What is required
Which of the lines in the listing that follows hold "Charleston"? Pull each one out.

[Start of section]

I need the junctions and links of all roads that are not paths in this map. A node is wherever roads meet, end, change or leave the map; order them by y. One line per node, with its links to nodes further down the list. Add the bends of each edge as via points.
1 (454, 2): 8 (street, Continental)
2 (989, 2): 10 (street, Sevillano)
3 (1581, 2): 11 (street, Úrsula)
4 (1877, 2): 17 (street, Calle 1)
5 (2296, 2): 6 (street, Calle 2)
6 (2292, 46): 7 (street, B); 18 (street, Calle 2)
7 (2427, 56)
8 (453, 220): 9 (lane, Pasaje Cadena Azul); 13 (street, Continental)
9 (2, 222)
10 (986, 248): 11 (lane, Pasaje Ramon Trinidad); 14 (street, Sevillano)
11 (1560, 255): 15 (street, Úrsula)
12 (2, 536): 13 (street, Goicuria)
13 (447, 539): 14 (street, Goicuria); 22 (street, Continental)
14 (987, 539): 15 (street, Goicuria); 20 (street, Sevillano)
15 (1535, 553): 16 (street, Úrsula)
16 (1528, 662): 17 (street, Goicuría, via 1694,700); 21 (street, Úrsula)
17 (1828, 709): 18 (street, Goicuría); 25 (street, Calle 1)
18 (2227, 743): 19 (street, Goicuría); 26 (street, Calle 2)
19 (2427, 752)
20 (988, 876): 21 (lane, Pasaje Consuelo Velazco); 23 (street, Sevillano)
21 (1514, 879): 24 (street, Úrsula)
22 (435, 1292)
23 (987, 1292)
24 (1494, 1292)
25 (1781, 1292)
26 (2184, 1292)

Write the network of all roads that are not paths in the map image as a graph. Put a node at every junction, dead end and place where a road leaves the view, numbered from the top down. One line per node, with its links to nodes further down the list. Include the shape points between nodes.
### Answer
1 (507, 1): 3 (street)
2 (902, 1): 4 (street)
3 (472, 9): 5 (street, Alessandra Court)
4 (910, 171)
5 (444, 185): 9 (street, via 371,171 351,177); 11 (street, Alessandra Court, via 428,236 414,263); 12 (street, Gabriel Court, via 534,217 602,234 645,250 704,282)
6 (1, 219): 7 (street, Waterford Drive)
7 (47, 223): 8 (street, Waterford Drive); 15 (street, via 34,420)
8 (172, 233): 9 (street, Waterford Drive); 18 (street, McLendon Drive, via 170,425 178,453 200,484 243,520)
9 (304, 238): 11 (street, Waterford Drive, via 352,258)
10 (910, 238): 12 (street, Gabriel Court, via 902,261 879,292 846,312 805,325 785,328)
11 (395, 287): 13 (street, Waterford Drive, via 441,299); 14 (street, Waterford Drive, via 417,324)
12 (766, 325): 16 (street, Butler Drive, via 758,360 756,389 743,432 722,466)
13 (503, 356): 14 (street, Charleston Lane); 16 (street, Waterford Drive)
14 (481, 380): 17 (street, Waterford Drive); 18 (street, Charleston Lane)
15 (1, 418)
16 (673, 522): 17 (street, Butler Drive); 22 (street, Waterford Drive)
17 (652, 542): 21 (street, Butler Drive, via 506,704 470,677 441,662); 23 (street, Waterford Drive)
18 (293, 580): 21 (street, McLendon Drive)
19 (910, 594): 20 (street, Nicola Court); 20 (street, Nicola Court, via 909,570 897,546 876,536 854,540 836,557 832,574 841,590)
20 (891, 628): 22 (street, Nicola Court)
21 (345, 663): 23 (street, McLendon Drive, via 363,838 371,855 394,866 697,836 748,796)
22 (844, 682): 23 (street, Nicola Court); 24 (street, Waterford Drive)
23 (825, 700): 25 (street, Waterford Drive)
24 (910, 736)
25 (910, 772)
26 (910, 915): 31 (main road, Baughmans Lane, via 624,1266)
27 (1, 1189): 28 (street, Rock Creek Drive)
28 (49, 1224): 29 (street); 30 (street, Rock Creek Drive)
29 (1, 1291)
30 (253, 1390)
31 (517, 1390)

[End of section]

Exercise solution
13 (503, 356): 14 (street, Charleston Lane); 16 (street, Waterford Drive)
14 (481, 380): 17 (street, Waterford Drive); 18 (street, Charleston Lane)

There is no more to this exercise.